━━ RECORDS PROVIDED ━━
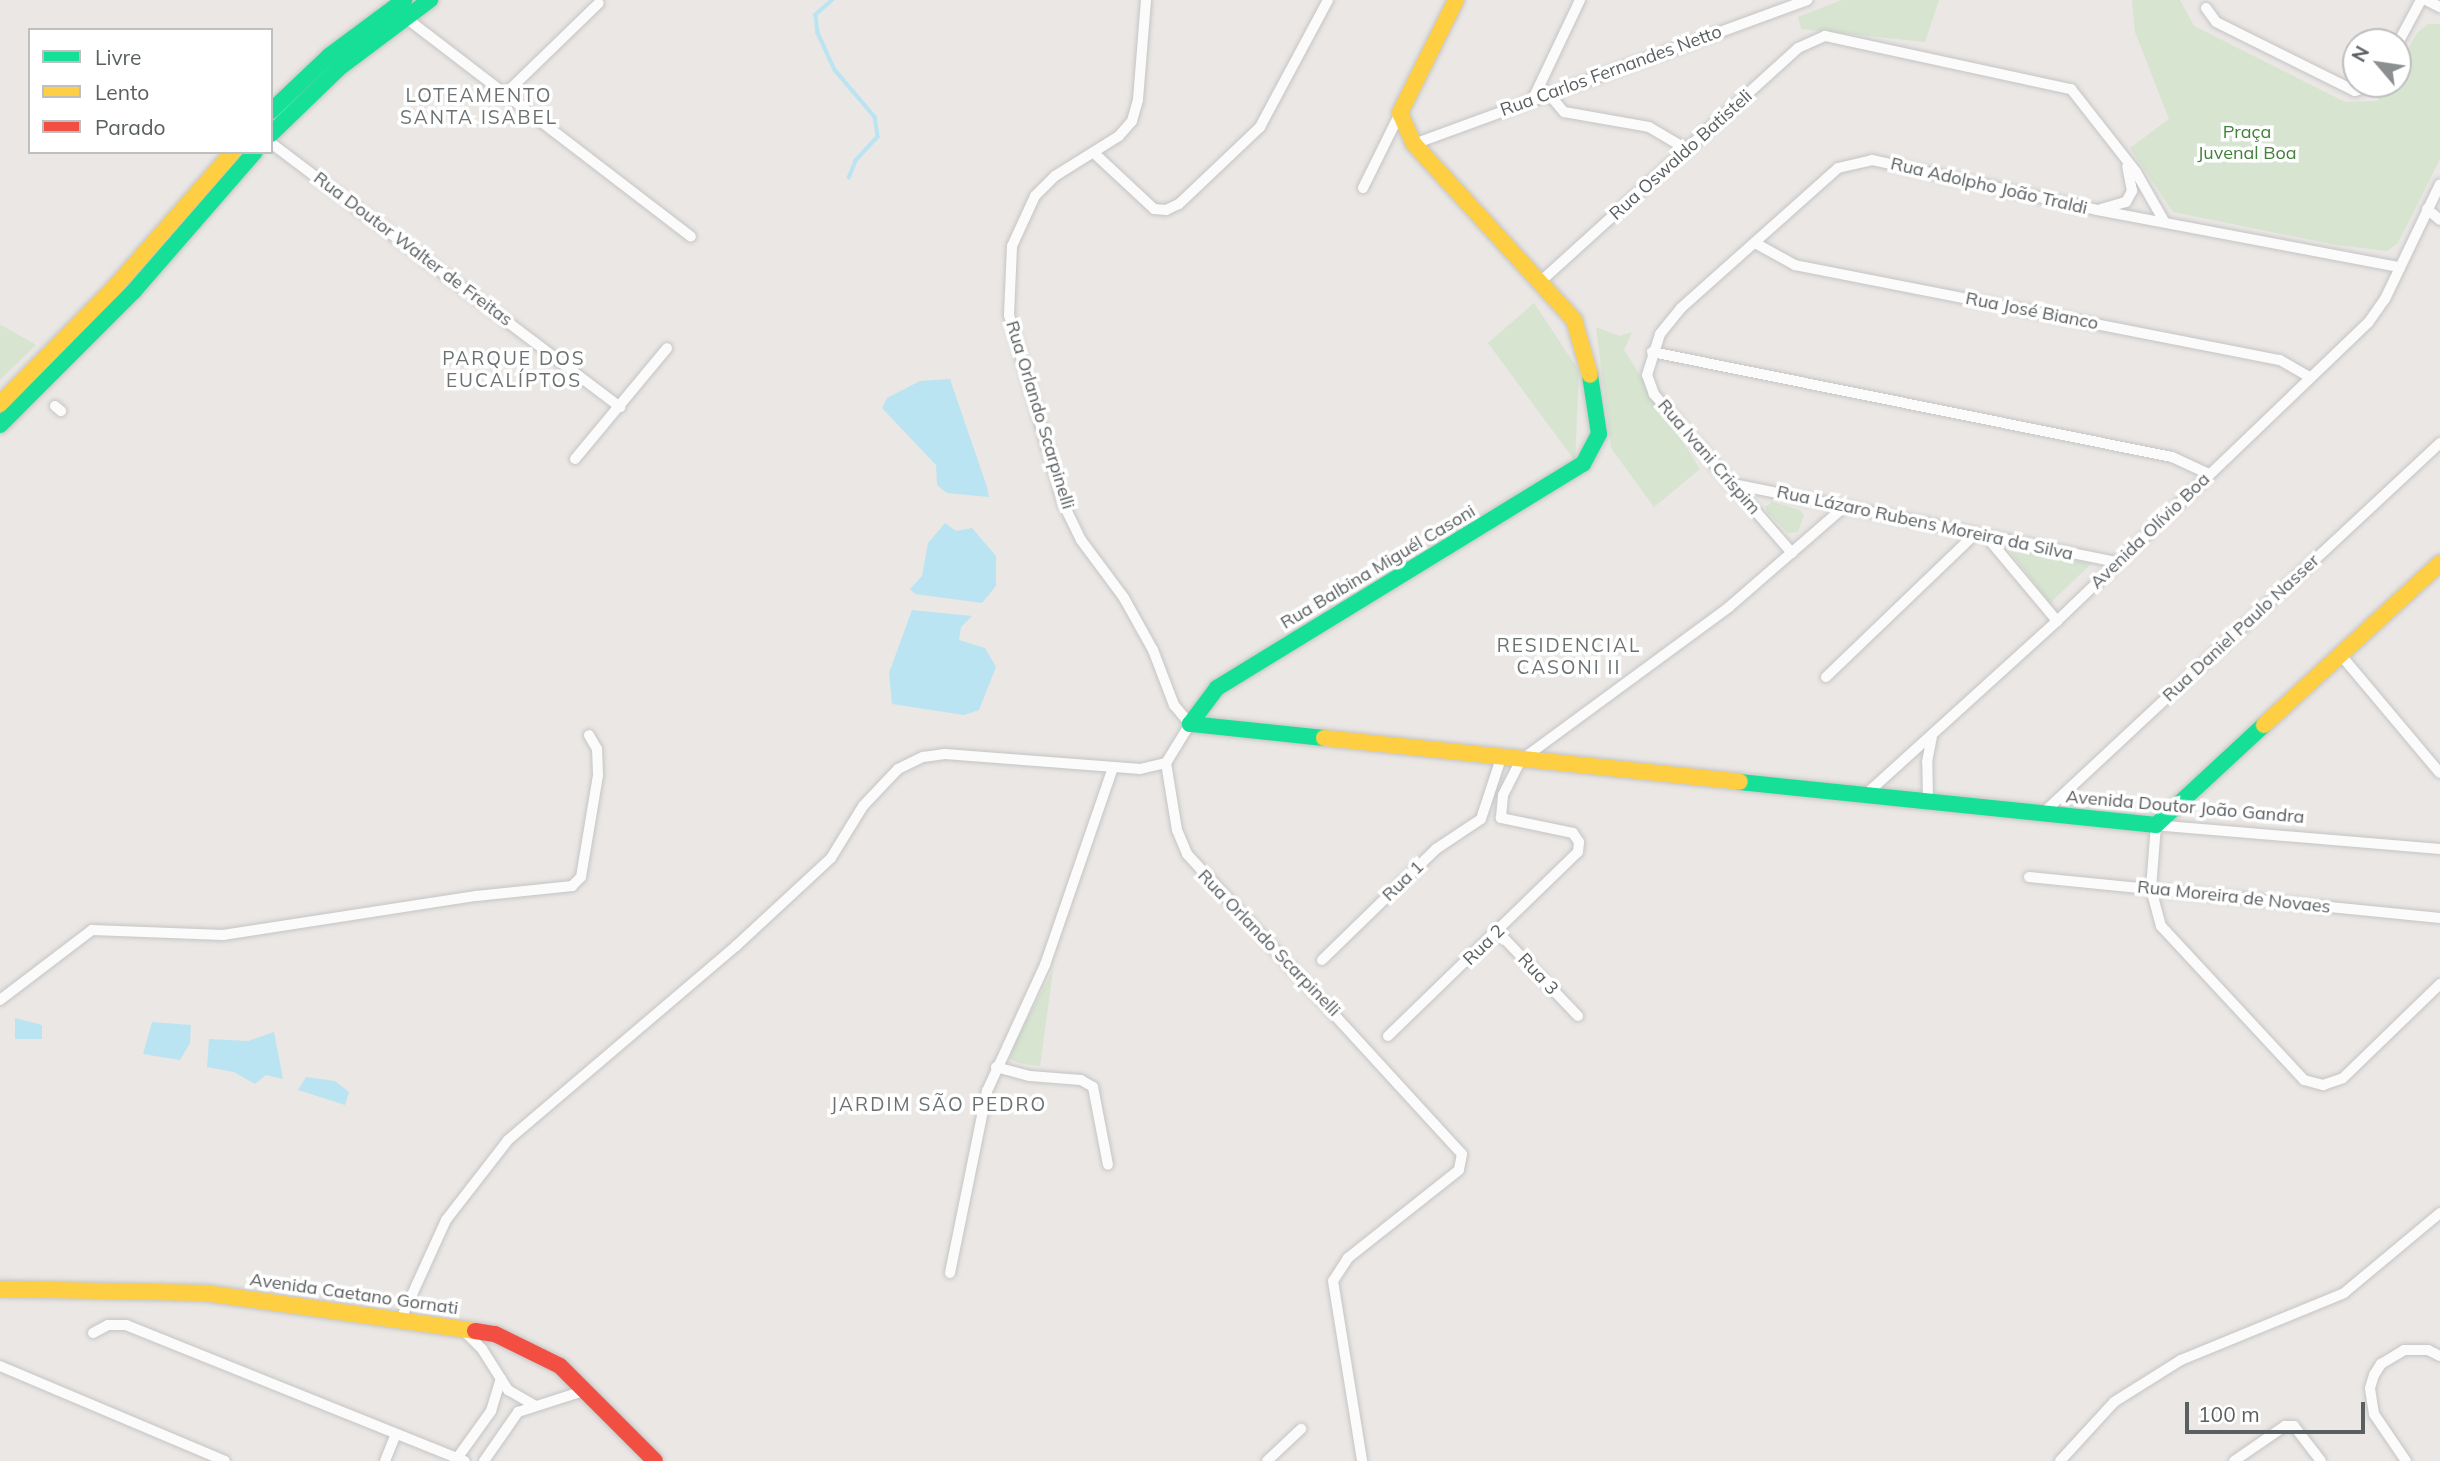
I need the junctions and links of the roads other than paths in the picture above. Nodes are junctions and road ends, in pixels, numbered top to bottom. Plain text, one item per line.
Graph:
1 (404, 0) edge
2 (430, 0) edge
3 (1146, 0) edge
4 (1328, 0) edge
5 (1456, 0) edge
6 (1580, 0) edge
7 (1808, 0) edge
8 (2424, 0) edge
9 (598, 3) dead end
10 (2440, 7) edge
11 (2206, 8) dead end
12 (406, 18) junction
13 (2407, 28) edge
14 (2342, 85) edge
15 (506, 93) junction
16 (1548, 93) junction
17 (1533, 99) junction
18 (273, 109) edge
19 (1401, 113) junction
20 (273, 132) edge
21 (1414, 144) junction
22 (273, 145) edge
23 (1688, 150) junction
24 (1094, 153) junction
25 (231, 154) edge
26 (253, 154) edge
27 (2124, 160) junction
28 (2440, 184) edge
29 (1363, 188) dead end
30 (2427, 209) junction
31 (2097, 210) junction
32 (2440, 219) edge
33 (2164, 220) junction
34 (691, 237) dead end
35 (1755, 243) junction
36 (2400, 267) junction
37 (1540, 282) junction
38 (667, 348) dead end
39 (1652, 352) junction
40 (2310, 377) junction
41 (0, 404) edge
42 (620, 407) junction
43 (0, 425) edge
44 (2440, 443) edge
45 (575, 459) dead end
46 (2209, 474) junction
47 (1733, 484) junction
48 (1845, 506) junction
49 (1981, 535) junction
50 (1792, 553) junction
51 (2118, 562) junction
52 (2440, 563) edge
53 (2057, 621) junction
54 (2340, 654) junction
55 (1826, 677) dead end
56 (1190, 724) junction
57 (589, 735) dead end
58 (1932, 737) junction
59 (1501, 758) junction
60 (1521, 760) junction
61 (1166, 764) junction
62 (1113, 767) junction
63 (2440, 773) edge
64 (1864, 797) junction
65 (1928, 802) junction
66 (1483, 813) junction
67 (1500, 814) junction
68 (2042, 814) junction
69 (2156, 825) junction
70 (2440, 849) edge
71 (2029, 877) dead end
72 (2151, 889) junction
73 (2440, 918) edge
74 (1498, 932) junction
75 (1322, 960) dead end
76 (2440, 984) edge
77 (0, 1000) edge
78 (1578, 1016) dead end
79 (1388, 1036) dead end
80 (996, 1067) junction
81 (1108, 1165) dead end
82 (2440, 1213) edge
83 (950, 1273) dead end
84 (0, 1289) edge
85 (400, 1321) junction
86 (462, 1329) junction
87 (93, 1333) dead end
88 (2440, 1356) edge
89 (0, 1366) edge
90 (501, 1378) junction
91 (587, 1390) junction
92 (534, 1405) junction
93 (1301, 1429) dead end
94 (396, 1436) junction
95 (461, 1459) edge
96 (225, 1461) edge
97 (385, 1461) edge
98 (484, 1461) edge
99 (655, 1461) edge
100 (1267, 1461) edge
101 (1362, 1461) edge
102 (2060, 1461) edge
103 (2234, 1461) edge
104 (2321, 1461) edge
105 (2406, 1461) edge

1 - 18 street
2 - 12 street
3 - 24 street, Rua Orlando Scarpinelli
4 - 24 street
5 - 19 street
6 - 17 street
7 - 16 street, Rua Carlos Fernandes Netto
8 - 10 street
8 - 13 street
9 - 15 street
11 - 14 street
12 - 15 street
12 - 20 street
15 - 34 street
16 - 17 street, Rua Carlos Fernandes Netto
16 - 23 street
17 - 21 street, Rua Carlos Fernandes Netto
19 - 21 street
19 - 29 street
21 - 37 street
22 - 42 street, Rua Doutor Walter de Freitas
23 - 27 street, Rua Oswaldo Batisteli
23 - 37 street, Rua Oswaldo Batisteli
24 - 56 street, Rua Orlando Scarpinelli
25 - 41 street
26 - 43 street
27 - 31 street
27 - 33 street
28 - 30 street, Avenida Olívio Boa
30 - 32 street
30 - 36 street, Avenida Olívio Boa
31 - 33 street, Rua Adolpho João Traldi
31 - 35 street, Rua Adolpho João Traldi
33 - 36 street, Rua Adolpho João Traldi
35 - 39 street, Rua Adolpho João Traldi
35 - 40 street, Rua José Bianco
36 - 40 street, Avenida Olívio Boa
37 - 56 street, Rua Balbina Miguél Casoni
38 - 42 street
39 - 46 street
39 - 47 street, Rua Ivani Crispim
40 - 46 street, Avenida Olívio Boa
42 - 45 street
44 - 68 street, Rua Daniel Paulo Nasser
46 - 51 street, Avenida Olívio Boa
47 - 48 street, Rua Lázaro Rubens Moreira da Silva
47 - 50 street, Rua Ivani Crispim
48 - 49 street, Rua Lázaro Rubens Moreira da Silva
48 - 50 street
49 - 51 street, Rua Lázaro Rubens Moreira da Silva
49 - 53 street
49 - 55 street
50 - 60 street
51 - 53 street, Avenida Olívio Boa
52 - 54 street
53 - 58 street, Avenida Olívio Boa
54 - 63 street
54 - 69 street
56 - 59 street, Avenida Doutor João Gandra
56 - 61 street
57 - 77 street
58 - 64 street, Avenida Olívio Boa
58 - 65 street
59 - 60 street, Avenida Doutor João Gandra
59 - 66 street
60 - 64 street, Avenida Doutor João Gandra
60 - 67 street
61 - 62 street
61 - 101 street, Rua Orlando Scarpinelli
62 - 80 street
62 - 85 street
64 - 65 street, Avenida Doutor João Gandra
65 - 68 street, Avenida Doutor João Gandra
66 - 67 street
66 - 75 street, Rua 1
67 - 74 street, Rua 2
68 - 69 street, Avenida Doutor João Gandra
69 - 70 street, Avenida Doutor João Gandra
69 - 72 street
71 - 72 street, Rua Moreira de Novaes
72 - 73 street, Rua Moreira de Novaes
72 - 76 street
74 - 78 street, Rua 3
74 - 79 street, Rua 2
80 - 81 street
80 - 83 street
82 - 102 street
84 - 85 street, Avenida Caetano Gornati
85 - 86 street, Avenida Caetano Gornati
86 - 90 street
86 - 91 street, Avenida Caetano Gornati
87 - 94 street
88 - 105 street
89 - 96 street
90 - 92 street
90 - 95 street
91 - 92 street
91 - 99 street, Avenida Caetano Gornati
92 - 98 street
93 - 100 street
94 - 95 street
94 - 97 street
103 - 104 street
━━━
# PROBLEM TO SOLVE
Pictures stay out, but every record above is to be returned exactly.

# RESPONSE TO THIS TASK
I need the junctions and links of the roads other than paths in the picture above. Nodes are junctions and road ends, in pixels, numbered top to bottom. Plain text, one item per line.
Graph:
1 (404, 0) edge
2 (430, 0) edge
3 (1146, 0) edge
4 (1328, 0) edge
5 (1456, 0) edge
6 (1580, 0) edge
7 (1808, 0) edge
8 (2424, 0) edge
9 (598, 3) dead end
10 (2440, 7) edge
11 (2206, 8) dead end
12 (406, 18) junction
13 (2407, 28) edge
14 (2342, 85) edge
15 (506, 93) junction
16 (1548, 93) junction
17 (1533, 99) junction
18 (273, 109) edge
19 (1401, 113) junction
20 (273, 132) edge
21 (1414, 144) junction
22 (273, 145) edge
23 (1688, 150) junction
24 (1094, 153) junction
25 (231, 154) edge
26 (253, 154) edge
27 (2124, 160) junction
28 (2440, 184) edge
29 (1363, 188) dead end
30 (2427, 209) junction
31 (2097, 210) junction
32 (2440, 219) edge
33 (2164, 220) junction
34 (691, 237) dead end
35 (1755, 243) junction
36 (2400, 267) junction
37 (1540, 282) junction
38 (667, 348) dead end
39 (1652, 352) junction
40 (2310, 377) junction
41 (0, 404) edge
42 (620, 407) junction
43 (0, 425) edge
44 (2440, 443) edge
45 (575, 459) dead end
46 (2209, 474) junction
47 (1733, 484) junction
48 (1845, 506) junction
49 (1981, 535) junction
50 (1792, 553) junction
51 (2118, 562) junction
52 (2440, 563) edge
53 (2057, 621) junction
54 (2340, 654) junction
55 (1826, 677) dead end
56 (1190, 724) junction
57 (589, 735) dead end
58 (1932, 737) junction
59 (1501, 758) junction
60 (1521, 760) junction
61 (1166, 764) junction
62 (1113, 767) junction
63 (2440, 773) edge
64 (1864, 797) junction
65 (1928, 802) junction
66 (1483, 813) junction
67 (1500, 814) junction
68 (2042, 814) junction
69 (2156, 825) junction
70 (2440, 849) edge
71 (2029, 877) dead end
72 (2151, 889) junction
73 (2440, 918) edge
74 (1498, 932) junction
75 (1322, 960) dead end
76 (2440, 984) edge
77 (0, 1000) edge
78 (1578, 1016) dead end
79 (1388, 1036) dead end
80 (996, 1067) junction
81 (1108, 1165) dead end
82 (2440, 1213) edge
83 (950, 1273) dead end
84 (0, 1289) edge
85 (400, 1321) junction
86 (462, 1329) junction
87 (93, 1333) dead end
88 (2440, 1356) edge
89 (0, 1366) edge
90 (501, 1378) junction
91 (587, 1390) junction
92 (534, 1405) junction
93 (1301, 1429) dead end
94 (396, 1436) junction
95 (461, 1459) edge
96 (225, 1461) edge
97 (385, 1461) edge
98 (484, 1461) edge
99 (655, 1461) edge
100 (1267, 1461) edge
101 (1362, 1461) edge
102 (2060, 1461) edge
103 (2234, 1461) edge
104 (2321, 1461) edge
105 (2406, 1461) edge

1 - 18 street
2 - 12 street
3 - 24 street, Rua Orlando Scarpinelli
4 - 24 street
5 - 19 street
6 - 17 street
7 - 16 street, Rua Carlos Fernandes Netto
8 - 10 street
8 - 13 street
9 - 15 street
11 - 14 street
12 - 15 street
12 - 20 street
15 - 34 street
16 - 17 street, Rua Carlos Fernandes Netto
16 - 23 street
17 - 21 street, Rua Carlos Fernandes Netto
19 - 21 street
19 - 29 street
21 - 37 street
22 - 42 street, Rua Doutor Walter de Freitas
23 - 27 street, Rua Oswaldo Batisteli
23 - 37 street, Rua Oswaldo Batisteli
24 - 56 street, Rua Orlando Scarpinelli
25 - 41 street
26 - 43 street
27 - 31 street
27 - 33 street
28 - 30 street, Avenida Olívio Boa
30 - 32 street
30 - 36 street, Avenida Olívio Boa
31 - 33 street, Rua Adolpho João Traldi
31 - 35 street, Rua Adolpho João Traldi
33 - 36 street, Rua Adolpho João Traldi
35 - 39 street, Rua Adolpho João Traldi
35 - 40 street, Rua José Bianco
36 - 40 street, Avenida Olívio Boa
37 - 56 street, Rua Balbina Miguél Casoni
38 - 42 street
39 - 46 street
39 - 47 street, Rua Ivani Crispim
40 - 46 street, Avenida Olívio Boa
42 - 45 street
44 - 68 street, Rua Daniel Paulo Nasser
46 - 51 street, Avenida Olívio Boa
47 - 48 street, Rua Lázaro Rubens Moreira da Silva
47 - 50 street, Rua Ivani Crispim
48 - 49 street, Rua Lázaro Rubens Moreira da Silva
48 - 50 street
49 - 51 street, Rua Lázaro Rubens Moreira da Silva
49 - 53 street
49 - 55 street
50 - 60 street
51 - 53 street, Avenida Olívio Boa
52 - 54 street
53 - 58 street, Avenida Olívio Boa
54 - 63 street
54 - 69 street
56 - 59 street, Avenida Doutor João Gandra
56 - 61 street
57 - 77 street
58 - 64 street, Avenida Olívio Boa
58 - 65 street
59 - 60 street, Avenida Doutor João Gandra
59 - 66 street
60 - 64 street, Avenida Doutor João Gandra
60 - 67 street
61 - 62 street
61 - 101 street, Rua Orlando Scarpinelli
62 - 80 street
62 - 85 street
64 - 65 street, Avenida Doutor João Gandra
65 - 68 street, Avenida Doutor João Gandra
66 - 67 street
66 - 75 street, Rua 1
67 - 74 street, Rua 2
68 - 69 street, Avenida Doutor João Gandra
69 - 70 street, Avenida Doutor João Gandra
69 - 72 street
71 - 72 street, Rua Moreira de Novaes
72 - 73 street, Rua Moreira de Novaes
72 - 76 street
74 - 78 street, Rua 3
74 - 79 street, Rua 2
80 - 81 street
80 - 83 street
82 - 102 street
84 - 85 street, Avenida Caetano Gornati
85 - 86 street, Avenida Caetano Gornati
86 - 90 street
86 - 91 street, Avenida Caetano Gornati
87 - 94 street
88 - 105 street
89 - 96 street
90 - 92 street
90 - 95 street
91 - 92 street
91 - 99 street, Avenida Caetano Gornati
92 - 98 street
93 - 100 street
94 - 95 street
94 - 97 street
103 - 104 street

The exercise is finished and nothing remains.